The function is 3 lines of code, and one of those lines is just for readability.

(defn update-board-easy [board]
  (let [available-moves (core/get-available-moves board)]
    (core/update-board (rand-nth available-moves) board)))

core/get-available-moves takes a board (sequence of numbers and either string “X” or “O”) and filters out anything that is not a number.

I wrote a detailed post about rand-nth yesterday in case you missed it.

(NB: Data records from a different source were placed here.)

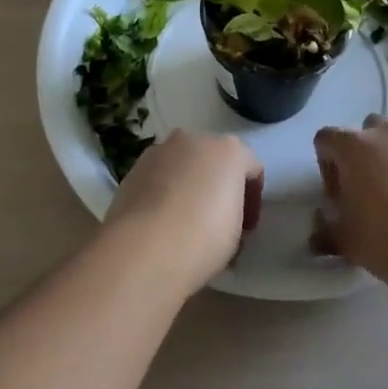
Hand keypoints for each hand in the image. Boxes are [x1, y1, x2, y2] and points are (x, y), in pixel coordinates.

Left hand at [103, 130, 263, 293]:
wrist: (144, 248)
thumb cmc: (203, 239)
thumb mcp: (237, 232)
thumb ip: (235, 212)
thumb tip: (222, 216)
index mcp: (229, 151)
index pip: (252, 168)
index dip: (253, 198)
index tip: (246, 227)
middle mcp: (194, 140)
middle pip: (214, 158)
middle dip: (218, 184)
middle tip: (218, 219)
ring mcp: (160, 150)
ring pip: (182, 163)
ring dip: (188, 183)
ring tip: (185, 219)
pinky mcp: (134, 167)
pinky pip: (158, 175)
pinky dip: (163, 190)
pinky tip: (161, 219)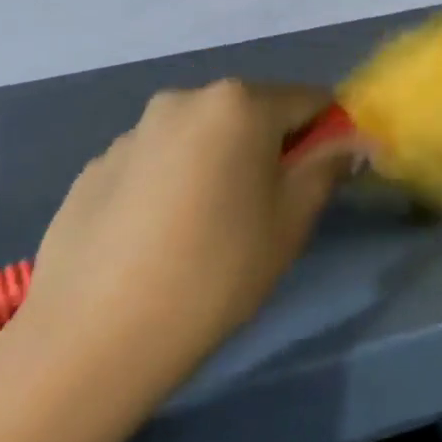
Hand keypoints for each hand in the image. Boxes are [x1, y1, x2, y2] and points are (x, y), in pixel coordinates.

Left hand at [15, 79, 356, 404]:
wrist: (88, 343)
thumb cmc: (214, 272)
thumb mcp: (291, 221)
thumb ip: (328, 167)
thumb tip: (353, 140)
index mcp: (240, 103)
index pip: (309, 100)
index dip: (326, 136)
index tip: (319, 180)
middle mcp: (185, 99)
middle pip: (252, 113)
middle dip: (268, 148)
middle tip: (263, 211)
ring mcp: (134, 131)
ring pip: (201, 136)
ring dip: (217, 163)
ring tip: (202, 230)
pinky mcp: (95, 167)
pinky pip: (156, 161)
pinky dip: (170, 183)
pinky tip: (156, 240)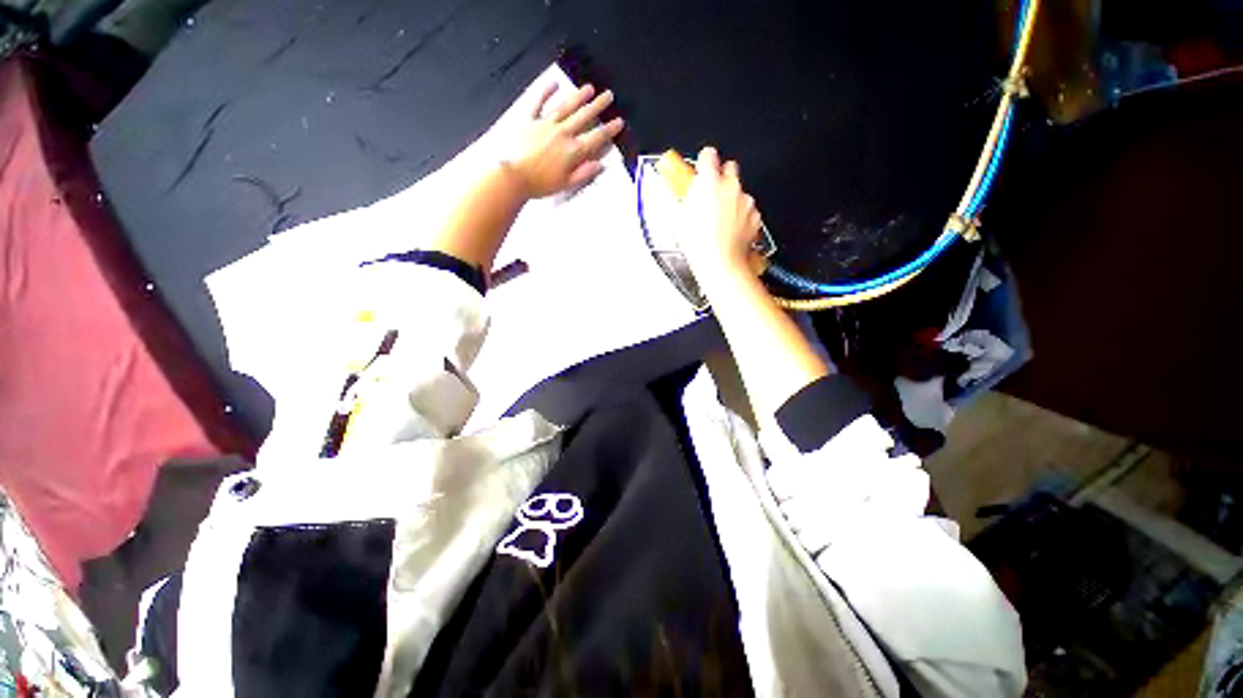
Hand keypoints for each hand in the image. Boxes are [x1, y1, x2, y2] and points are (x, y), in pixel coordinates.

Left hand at [507, 83, 624, 198]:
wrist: (514, 176)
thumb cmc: (541, 184)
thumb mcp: (566, 184)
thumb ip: (584, 173)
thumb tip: (600, 164)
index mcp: (572, 151)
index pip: (595, 138)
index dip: (609, 130)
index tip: (618, 121)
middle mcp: (562, 133)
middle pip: (583, 117)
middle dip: (598, 106)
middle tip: (608, 95)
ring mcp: (546, 124)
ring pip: (565, 107)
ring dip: (578, 97)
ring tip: (589, 88)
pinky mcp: (529, 120)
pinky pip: (538, 103)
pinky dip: (546, 91)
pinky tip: (554, 83)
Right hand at [680, 146, 762, 285]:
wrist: (720, 263)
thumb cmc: (698, 243)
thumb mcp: (679, 218)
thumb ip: (681, 197)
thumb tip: (676, 190)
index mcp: (709, 183)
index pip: (709, 155)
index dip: (705, 161)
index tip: (703, 168)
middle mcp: (731, 186)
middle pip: (730, 168)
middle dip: (722, 177)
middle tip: (711, 196)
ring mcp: (745, 201)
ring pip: (739, 192)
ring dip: (731, 201)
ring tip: (719, 221)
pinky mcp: (755, 216)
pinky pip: (748, 210)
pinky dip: (741, 217)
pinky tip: (730, 230)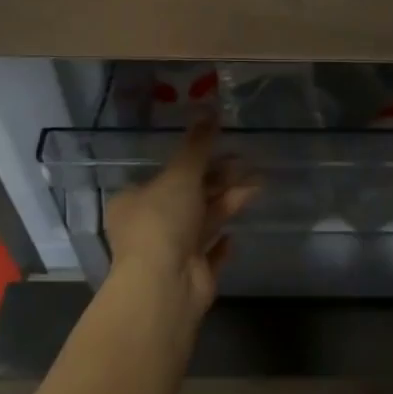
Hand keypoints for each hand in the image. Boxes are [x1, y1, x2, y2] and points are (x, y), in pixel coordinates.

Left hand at [104, 121, 257, 316]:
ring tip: (259, 183)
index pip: (165, 175)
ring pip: (204, 220)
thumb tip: (209, 107)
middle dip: (219, 179)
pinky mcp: (192, 274)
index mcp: (134, 201)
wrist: (165, 286)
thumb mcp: (180, 175)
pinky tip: (237, 234)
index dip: (194, 160)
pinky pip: (210, 253)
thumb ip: (198, 145)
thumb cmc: (163, 222)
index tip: (220, 147)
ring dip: (229, 202)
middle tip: (247, 162)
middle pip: (189, 196)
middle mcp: (149, 226)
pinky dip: (223, 242)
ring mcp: (171, 252)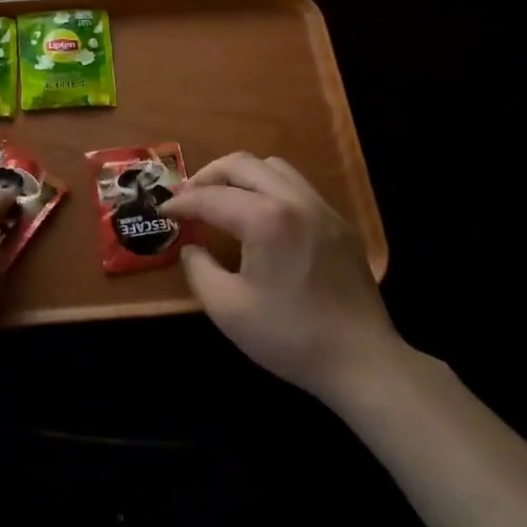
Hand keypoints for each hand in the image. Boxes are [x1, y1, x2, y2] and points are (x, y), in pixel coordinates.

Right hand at [164, 153, 401, 409]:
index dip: (182, 202)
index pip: (211, 197)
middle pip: (242, 164)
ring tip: (223, 200)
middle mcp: (295, 200)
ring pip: (273, 167)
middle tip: (189, 198)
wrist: (363, 362)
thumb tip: (191, 247)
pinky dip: (269, 189)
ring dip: (241, 176)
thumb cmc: (290, 337)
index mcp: (266, 219)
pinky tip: (262, 219)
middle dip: (208, 176)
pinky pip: (297, 187)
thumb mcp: (227, 309)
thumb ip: (199, 269)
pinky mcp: (340, 223)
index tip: (164, 210)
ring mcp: (322, 208)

This was all easy to write… Most of it was already written by me weeks ago! The part I had to reach out for help on was how to test for random. My mentor Alex gave me a nice shift in perspective when I asked about it. Testing for random isn’t what we’re really trying to do here. We know that rand-nth works, it’s an official clojure.core function. What we need to test is that our function is working as intended. In order to accomplish this, I needed the random number to be something consistent in my tests. I managed to get this done with the with-redefs function.

(it "returns a random valid move on empty board"
      (with-redefs [rand-nth (stub :rand-nth {:return 0})]
        (should= ["X" 1 2 3 4 5 6 7 8] (sut/update-board-easy (range 9)))))

with-redefs lets us redefine a function inside a function. Its syntax is similar to let. First word in the bracket is the binding, the second is what you want to change. In our case above we used stub to make the return of rand-nth to consistently be 0.

Now that we have consistent outputs, we have consistent tests!